Ивар, обернувшись в очередной раз к ней, выпучил глаза, не веря тому, что видел: угол, где сидела Яромира, был пуст.
— Вернись! Вернись, дурная!
Он не ждал, что безумная девка его послушает! Не ждал, что его поддевки зайдут так далеко. Ивар, позабыв, что должен грести, завертел головой, выискивая княжну. Конунг убьет его, коли узнает, что он подстрекал ее. Задушит голыми руками…
… и будет прав.
Схватив котел, Яромира принялась зачерпывать воду с палубы. Она выливала одну часть, а новая волна приносила в дюжину раз больше.

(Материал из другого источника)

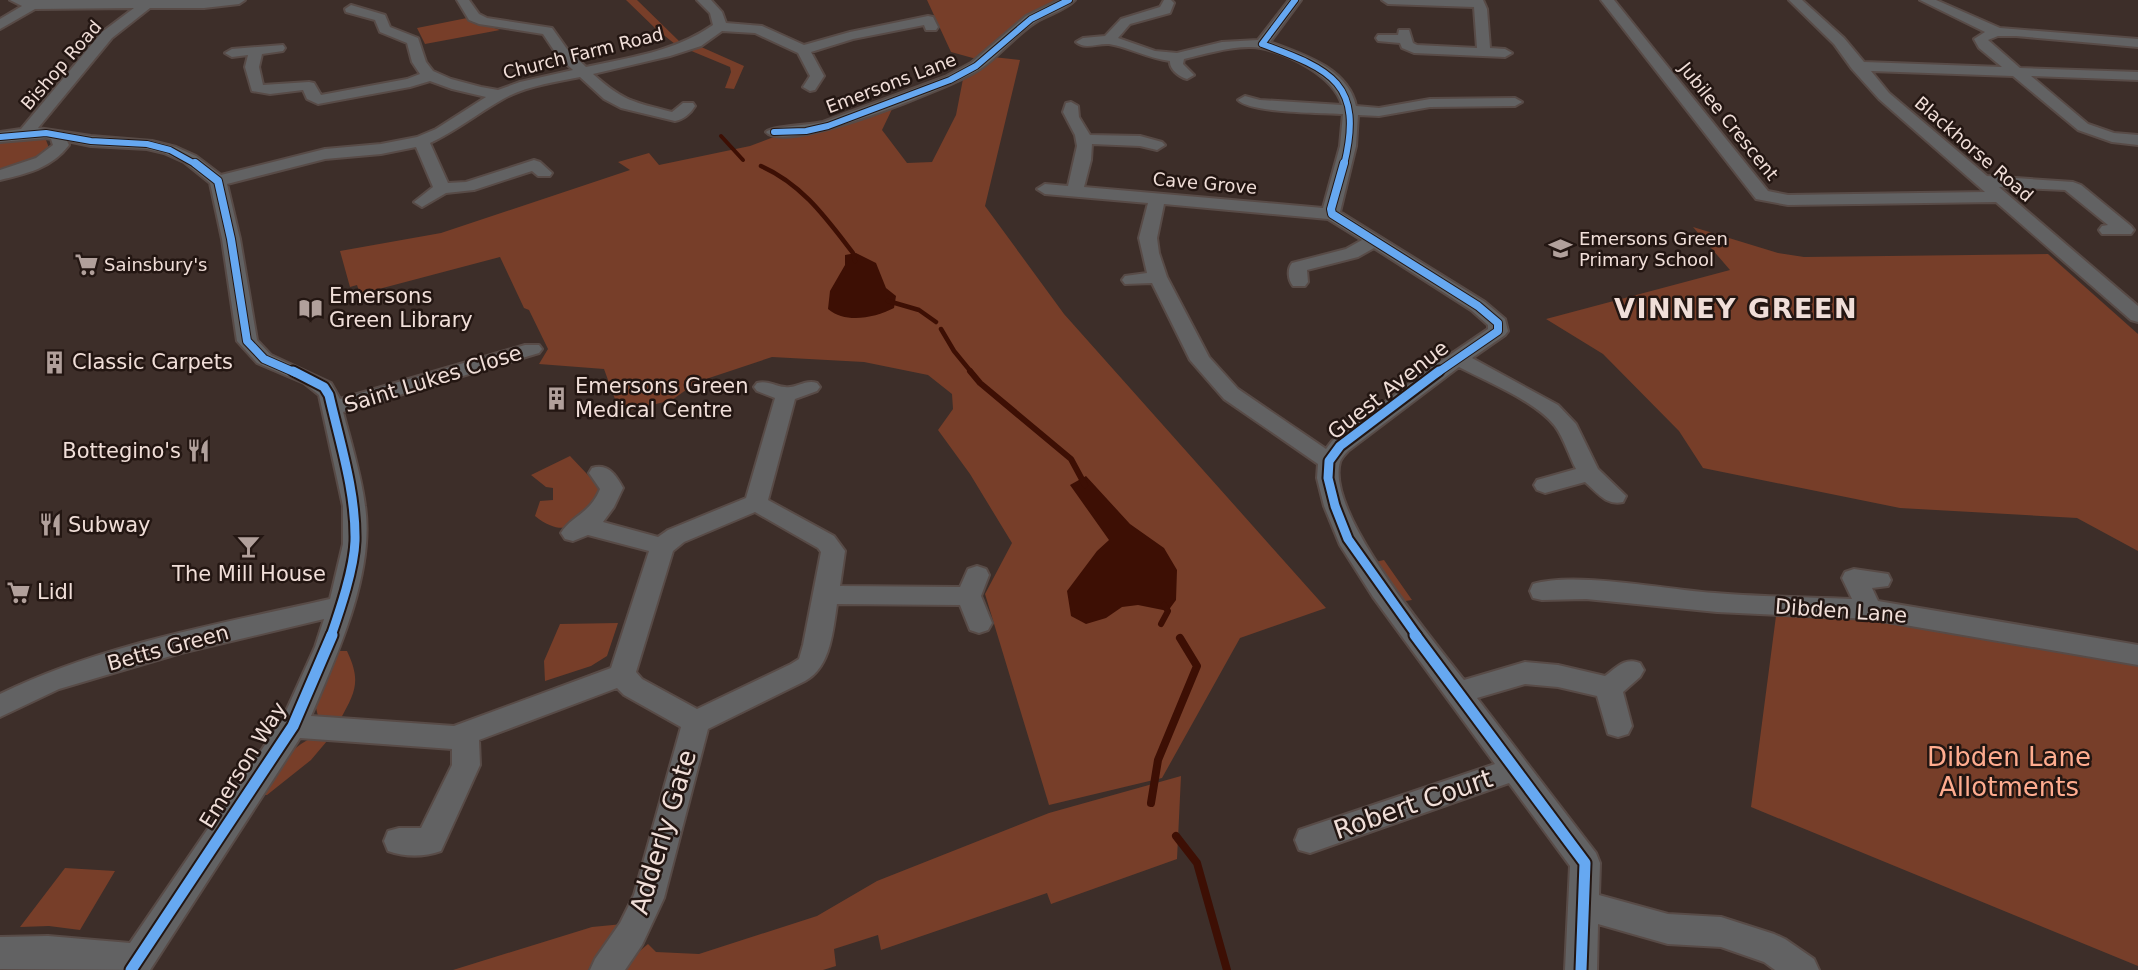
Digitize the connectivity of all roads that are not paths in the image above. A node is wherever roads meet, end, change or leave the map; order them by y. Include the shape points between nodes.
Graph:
1 (16, 0) edge
2 (239, 0) edge
3 (463, 0) edge
4 (703, 0) edge
5 (1069, 0) edge
6 (1294, 0) edge
7 (1388, 0) edge
8 (1607, 0) edge
9 (1795, 0) edge
10 (1926, 0) edge
11 (183, 2) edge
12 (1479, 2) edge
13 (147, 4) junction
14 (32, 5) junction
15 (392, 6) dead end
16 (1169, 9) dead end
17 (929, 21) dead end
18 (0, 25) edge
19 (719, 27) junction
20 (1997, 32) junction
21 (1383, 38) dead end
22 (1110, 40) junction
23 (1083, 42) dead end
24 (2138, 43) edge
25 (1262, 44) junction
26 (278, 48) dead end
27 (256, 51) junction
28 (804, 51) junction
29 (1485, 52) junction
30 (232, 53) dead end
31 (1505, 53) dead end
32 (1177, 57) junction
33 (1857, 66) junction
34 (585, 72) junction
35 (2016, 72) junction
36 (432, 75) junction
37 (1187, 75) dead end
38 (2138, 76) edge
39 (794, 90) dead end
40 (499, 95) junction
41 (1430, 103) junction
42 (1253, 105) dead end
43 (1508, 105) dead end
44 (688, 106) dead end
45 (1071, 106) dead end
46 (1352, 112) junction
47 (1445, 120) dead end
48 (774, 132) dead end
49 (26, 133) junction
50 (53, 134) junction
51 (0, 137) edge
52 (1084, 139) junction
53 (1148, 140) dead end
54 (2138, 140) edge
55 (421, 141) junction
56 (120, 143) junction
57 (44, 160) junction
58 (544, 173) dead end
59 (0, 175) edge
60 (218, 181) junction
61 (1980, 181) junction
62 (442, 188) junction
63 (1998, 197) junction
64 (1157, 198) junction
65 (422, 202) dead end
66 (1332, 214) junction
67 (2108, 230) dead end
68 (1374, 241) junction
69 (1293, 270) dead end
70 (1158, 277) junction
71 (1131, 280) dead end
72 (2138, 316) edge
73 (532, 349) dead end
74 (1458, 358) junction
75 (764, 387) dead end
76 (810, 387) dead end
77 (786, 395) junction
78 (334, 408) junction
79 (1329, 461) junction
80 (600, 473) dead end
81 (1589, 473) junction
82 (1545, 485) dead end
83 (1615, 496) dead end
84 (756, 503) junction
85 (662, 546) junction
86 (1879, 580) dead end
87 (1542, 591) dead end
88 (826, 595) junction
89 (341, 606) junction
90 (1870, 609) junction
91 (979, 623) dead end
92 (2138, 655) edge
93 (1631, 670) dead end
94 (622, 675) junction
95 (1609, 688) junction
96 (1460, 692) junction
97 (0, 706) edge
98 (696, 722) junction
99 (292, 726) junction
100 (1618, 726) dead end
101 (465, 736) junction
102 (1515, 769) junction
103 (1310, 840) dead end
104 (399, 841) dead end
105 (1584, 906) junction
106 (0, 954) edge
107 (134, 965) edge
108 (606, 970) edge
109 (1581, 970) edge
110 (1803, 970) edge

1 - 14 street
2 - 11 street
3 - 34 street via 474,16 484,21 547,31 562,52
4 - 19 street via 715,10
5 - 48 street, Emersons Lane via 1031,19 983,61 956,77 828,126
6 - 25 street
7 - 12 street
8 - 63 street, Jubilee Crescent via 1762,195 1788,200
9 - 33 street, Blackhorse Road via 1839,41
10 - 20 street
11 - 13 street
12 - 29 street via 1483,14 1480,42
13 - 14 street, Bishop Road
13 - 49 street, Bishop Road via 107,35
14 - 18 street
15 - 36 street via 358,10 380,18 385,29 412,40 423,69
16 - 22 street via 1124,21
17 - 28 street via 850,36
19 - 28 street via 758,29
19 - 34 street, Church Farm Road via 680,49
20 - 24 street
20 - 35 street via 1981,39
21 - 29 street via 1405,36 1407,45 1414,49
22 - 23 street
22 - 32 street via 1153,55
25 - 32 street via 1222,46
25 - 46 street via 1310,62 1331,75 1343,87
26 - 27 street
27 - 30 street
27 - 36 street via 252,67 257,88 309,86 318,100 410,83
28 - 39 street via 817,76 816,88
29 - 31 street
32 - 37 street via 1176,65
33 - 35 street
33 - 61 street, Blackhorse Road via 1884,96
34 - 40 street, Church Farm Road
34 - 44 street via 609,96 670,122
35 - 38 street
35 - 54 street via 2083,127 2112,137
36 - 40 street via 454,85
40 - 55 street, Church Farm Road
41 - 43 street
41 - 46 street via 1379,112
41 - 47 street
42 - 46 street
45 - 52 street via 1070,116
46 - 66 street
49 - 50 street
49 - 51 street
50 - 56 street
50 - 57 street via 61,146
52 - 53 street, Cave Grove
52 - 64 street, Cave Grove via 1084,160 1060,194
55 - 60 street, Church Farm Road via 326,154
55 - 62 street
56 - 57 street
56 - 60 street via 170,150 190,159
57 - 59 street
58 - 62 street via 534,165 468,187
60 - 78 street, Emerson Way via 247,341 264,359 324,387
61 - 63 street, Blackhorse Road
61 - 67 street via 2075,188 2125,231
62 - 65 street
63 - 72 street, Blackhorse Road
64 - 66 street, Cave Grove
64 - 70 street via 1148,238
66 - 68 street, Guest Avenue
68 - 69 street via 1352,253
68 - 74 street, Guest Avenue via 1478,306 1498,323 1498,331
70 - 71 street
70 - 79 street via 1200,360 1231,394
73 - 78 street, Saint Lukes Close
74 - 79 street, Guest Avenue via 1340,446
74 - 81 street via 1551,410 1565,424
75 - 77 street
76 - 77 street
77 - 84 street
78 - 89 street, Emerson Way via 356,526 356,544
79 - 96 street, Guest Avenue via 1328,478 1348,539
80 - 85 street via 612,488 609,497 580,529
81 - 82 street
81 - 83 street
84 - 85 street via 676,536
84 - 88 street, Adderly Gate via 826,542 833,551
85 - 94 street
86 - 90 street via 1854,578
87 - 90 street, Dibden Lane via 1586,590 1717,603
88 - 91 street via 973,586
88 - 98 street, Adderly Gate via 808,666
89 - 97 street, Betts Green via 170,646 51,681
89 - 99 street, Emerson Way via 328,647
90 - 92 street, Dibden Lane
93 - 95 street
94 - 98 street, Adderly Gate via 633,687
94 - 101 street
95 - 96 street via 1525,673
95 - 100 street
96 - 102 street, Guest Avenue
98 - 108 street, Adderly Gate via 649,898 631,934
99 - 101 street
99 - 107 street, Emerson Way
101 - 104 street via 466,765 430,841
102 - 103 street, Robert Court
102 - 105 street, Guest Avenue via 1585,863
105 - 109 street, Guest Avenue
105 - 110 street via 1668,928 1721,932 1774,950
106 - 107 street via 48,952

Княжна не думала об этом. Племянник конунга оказался прав: она должна делать хоть что-то. Все лучше, чем сидеть в углу сложа руки да дрожать, когда зуб на зуб уже не попадал от страха. И потому раз за разом она склонялась над палубой, черпала воду, разгибала спину и выплескивала полный котел в море.
Руки давно занемели. Одежда промокла до последней нитки. Яромира не чувствовала ни холода, ни ветра. Она и собственных ладоней не чувствовала и где-то на кромке сознания дивилась, как она до сих пор в силах удерживать котел. Плащ давно потерялся где-то на палубе, а шерстяное платье, потяжелев от воды, тянуло вниз.
Не замечая ничего вокруг, Яромира черпала и черпала воду. А штор, меж тем, постепенно сходил на убыль. Первым стих ветер. Затем — ливень. Его косые струи уже не хлестали лица и руки подобно тонким веткам; вскоре он и вовсе сменился мелким, накрапывавшим дождем. Отгрохотали и ушли к горизонту черные тучи, и вспышки молнии перестали разрезать небо. Затих и свист, и плеск, и крики.
Установилась такая тишина, которая бывает лишь после бури. Волны уже не били, а с мягким шипением ласкали борта удержавшегося на плаву драккара.
— Ярлфрид?.. — надсаженный голос позвал ее, и княжна словно очнулась от ведовского наваждения.
Она выпрямилась, и руки безвольно, бессильно рухнули вдоль тела. Занемевшие, скрюченные пальцы разжались сами по себе, и котелок упал на палубу, покатившись прямо под ноги конунга.
Слабость разом заполнила ее от макушки до пяток. Яромира хотела открыть рот, хотела заговорить. Она попыталась сложить губы, которых не чувствовала, в улыбку, но получилась лишь жалкая гримаса. Она сделала шаг, и ее глаза закатились, и она без сил рухнула прямо в руки вовремя подоспевшего мужчины.